■ **TASK REQUIREMENTS**
Look through the data below for the line with "ctx.lineJoin = 'round';", and transcribe it exactly together with each line after it up to and including the line with "function strokePath(path, color, width, dash)". Give nothing else.

(SUPPLIED MATERIAL Opens)

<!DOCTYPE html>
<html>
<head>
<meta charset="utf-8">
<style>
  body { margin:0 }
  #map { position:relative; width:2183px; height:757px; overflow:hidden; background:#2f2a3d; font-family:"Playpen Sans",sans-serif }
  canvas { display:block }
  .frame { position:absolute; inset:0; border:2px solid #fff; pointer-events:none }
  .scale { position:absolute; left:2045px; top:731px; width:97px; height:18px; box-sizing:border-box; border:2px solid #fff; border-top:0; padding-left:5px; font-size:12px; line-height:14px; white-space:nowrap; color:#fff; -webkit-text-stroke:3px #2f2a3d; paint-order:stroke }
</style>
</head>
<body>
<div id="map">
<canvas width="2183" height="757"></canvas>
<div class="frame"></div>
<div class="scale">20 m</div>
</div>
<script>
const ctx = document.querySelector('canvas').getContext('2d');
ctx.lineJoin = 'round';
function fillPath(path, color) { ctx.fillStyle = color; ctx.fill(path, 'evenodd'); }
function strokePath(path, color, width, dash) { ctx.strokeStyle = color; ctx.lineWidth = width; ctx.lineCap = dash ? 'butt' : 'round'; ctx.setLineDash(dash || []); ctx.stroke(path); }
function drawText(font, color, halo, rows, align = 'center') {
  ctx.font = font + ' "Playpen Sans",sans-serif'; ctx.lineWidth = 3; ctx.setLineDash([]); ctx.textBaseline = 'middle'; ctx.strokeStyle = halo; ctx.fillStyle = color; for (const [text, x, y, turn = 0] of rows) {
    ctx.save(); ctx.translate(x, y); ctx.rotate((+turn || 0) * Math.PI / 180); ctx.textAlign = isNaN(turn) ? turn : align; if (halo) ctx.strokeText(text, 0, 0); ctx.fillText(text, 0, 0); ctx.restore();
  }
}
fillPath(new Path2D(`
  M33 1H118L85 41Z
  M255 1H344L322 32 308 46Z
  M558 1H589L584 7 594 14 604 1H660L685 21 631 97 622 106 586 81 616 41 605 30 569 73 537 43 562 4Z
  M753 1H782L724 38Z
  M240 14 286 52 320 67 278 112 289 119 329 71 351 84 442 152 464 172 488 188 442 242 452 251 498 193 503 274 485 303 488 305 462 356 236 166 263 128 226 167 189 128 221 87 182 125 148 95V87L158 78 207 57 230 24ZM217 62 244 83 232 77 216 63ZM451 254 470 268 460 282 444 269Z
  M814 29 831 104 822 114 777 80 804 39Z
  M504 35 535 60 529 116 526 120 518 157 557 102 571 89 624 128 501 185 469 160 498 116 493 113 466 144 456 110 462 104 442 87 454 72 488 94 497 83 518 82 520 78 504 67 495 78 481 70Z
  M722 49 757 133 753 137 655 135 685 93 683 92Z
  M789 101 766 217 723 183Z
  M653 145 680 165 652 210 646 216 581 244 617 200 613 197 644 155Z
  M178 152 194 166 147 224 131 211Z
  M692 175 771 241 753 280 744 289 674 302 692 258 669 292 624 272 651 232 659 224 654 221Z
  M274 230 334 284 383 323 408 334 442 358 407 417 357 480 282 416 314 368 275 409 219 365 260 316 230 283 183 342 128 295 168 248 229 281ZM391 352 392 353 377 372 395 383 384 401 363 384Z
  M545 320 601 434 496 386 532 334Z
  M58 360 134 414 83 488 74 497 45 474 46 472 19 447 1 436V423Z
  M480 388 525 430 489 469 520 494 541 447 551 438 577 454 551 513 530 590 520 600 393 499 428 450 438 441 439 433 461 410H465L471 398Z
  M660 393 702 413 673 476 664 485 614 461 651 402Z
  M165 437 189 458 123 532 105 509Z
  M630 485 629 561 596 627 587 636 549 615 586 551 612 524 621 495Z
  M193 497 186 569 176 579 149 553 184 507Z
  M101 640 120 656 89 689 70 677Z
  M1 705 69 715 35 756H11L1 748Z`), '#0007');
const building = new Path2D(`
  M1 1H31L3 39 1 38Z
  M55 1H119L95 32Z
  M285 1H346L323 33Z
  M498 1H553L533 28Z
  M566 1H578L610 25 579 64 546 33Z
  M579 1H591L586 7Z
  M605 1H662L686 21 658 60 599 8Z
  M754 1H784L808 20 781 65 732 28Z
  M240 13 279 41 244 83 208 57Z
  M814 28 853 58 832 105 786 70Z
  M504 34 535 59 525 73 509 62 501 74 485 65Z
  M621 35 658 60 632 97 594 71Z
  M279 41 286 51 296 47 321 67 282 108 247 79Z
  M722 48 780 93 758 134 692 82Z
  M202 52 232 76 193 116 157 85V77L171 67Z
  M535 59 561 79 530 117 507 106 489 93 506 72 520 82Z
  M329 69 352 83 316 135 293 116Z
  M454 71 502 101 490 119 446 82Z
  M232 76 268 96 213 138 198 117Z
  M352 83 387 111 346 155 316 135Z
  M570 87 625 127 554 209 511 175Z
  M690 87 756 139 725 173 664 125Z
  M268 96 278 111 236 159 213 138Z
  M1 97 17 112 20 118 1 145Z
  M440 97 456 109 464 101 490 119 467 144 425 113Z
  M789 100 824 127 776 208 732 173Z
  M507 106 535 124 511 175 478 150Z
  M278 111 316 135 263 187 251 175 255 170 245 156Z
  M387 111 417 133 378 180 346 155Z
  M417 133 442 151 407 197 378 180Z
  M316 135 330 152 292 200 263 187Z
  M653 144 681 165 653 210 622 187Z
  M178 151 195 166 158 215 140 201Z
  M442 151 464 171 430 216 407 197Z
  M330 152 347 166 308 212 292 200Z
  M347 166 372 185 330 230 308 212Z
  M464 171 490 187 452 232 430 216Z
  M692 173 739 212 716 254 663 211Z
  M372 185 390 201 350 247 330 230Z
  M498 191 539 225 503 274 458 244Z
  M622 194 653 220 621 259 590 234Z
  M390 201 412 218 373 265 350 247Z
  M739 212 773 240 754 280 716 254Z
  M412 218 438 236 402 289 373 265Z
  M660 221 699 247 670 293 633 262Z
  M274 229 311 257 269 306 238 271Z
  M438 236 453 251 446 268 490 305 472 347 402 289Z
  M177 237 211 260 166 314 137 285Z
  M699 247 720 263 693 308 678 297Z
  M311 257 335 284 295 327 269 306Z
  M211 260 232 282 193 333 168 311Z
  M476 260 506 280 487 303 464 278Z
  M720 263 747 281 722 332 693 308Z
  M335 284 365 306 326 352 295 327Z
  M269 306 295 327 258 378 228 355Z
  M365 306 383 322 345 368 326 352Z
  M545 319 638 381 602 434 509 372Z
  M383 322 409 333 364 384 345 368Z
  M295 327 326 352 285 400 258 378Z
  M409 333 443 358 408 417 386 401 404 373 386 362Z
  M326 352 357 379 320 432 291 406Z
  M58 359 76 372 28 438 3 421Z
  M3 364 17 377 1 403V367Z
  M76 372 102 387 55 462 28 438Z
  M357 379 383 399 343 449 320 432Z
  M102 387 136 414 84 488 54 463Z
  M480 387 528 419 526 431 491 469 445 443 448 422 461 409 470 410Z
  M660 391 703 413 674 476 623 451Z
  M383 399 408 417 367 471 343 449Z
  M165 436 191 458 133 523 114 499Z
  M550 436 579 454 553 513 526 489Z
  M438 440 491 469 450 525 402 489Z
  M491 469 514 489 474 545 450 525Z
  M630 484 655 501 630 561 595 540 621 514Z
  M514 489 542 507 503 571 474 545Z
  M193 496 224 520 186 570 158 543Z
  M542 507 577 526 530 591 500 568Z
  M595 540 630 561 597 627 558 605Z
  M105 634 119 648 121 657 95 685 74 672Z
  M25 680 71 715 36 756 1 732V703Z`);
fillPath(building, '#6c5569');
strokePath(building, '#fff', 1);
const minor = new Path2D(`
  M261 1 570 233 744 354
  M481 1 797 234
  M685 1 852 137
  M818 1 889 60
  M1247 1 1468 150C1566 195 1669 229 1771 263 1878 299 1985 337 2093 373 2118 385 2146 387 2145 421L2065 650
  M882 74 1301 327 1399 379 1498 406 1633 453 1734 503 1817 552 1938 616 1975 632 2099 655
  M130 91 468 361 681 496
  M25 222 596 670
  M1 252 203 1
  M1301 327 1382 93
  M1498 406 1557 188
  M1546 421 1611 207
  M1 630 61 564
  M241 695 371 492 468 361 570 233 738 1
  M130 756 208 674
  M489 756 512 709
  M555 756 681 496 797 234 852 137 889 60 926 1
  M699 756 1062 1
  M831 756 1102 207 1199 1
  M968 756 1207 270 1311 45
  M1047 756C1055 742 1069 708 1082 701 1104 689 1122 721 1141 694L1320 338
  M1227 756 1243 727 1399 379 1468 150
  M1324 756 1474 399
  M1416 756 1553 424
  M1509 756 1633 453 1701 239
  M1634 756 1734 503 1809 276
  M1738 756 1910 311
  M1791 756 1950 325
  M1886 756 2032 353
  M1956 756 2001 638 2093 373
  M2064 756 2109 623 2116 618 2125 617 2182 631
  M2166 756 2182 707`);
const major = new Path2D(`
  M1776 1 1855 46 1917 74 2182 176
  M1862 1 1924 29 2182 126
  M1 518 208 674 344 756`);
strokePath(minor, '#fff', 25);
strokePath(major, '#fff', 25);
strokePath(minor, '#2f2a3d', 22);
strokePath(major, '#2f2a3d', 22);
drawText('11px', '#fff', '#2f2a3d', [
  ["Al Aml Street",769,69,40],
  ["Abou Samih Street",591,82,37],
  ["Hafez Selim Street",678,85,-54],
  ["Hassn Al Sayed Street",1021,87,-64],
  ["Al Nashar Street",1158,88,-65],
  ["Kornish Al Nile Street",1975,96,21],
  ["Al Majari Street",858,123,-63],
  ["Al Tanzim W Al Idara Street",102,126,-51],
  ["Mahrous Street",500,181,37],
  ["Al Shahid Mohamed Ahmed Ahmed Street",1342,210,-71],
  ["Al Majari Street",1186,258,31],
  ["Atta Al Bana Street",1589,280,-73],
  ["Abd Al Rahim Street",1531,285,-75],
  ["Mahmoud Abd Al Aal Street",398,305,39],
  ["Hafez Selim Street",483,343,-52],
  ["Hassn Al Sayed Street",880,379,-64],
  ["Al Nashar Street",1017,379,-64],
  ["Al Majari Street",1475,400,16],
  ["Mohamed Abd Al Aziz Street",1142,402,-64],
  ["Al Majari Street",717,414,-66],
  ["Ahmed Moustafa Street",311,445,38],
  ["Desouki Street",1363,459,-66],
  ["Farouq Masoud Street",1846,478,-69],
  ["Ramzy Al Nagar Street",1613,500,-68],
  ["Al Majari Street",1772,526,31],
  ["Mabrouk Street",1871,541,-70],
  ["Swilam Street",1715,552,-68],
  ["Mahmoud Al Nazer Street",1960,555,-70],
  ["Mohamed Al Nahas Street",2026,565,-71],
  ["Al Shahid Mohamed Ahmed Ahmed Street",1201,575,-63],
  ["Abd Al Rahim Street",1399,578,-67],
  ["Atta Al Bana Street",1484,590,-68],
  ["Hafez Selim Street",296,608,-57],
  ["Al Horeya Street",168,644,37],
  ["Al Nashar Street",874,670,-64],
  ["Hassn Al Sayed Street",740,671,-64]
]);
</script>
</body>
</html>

(SUPPLIED MATERIAL Closes)

■ **RESPONSE TO THIS EXERCISE**
ctx.lineJoin = 'round';
function fillPath(path, color) { ctx.fillStyle = color; ctx.fill(path, 'evenodd'); }
function strokePath(path, color, width, dash) { ctx.strokeStyle = color; ctx.lineWidth = width; ctx.lineCap = dash ? 'butt' : 'round'; ctx.setLineDash(dash || []); ctx.stroke(path); }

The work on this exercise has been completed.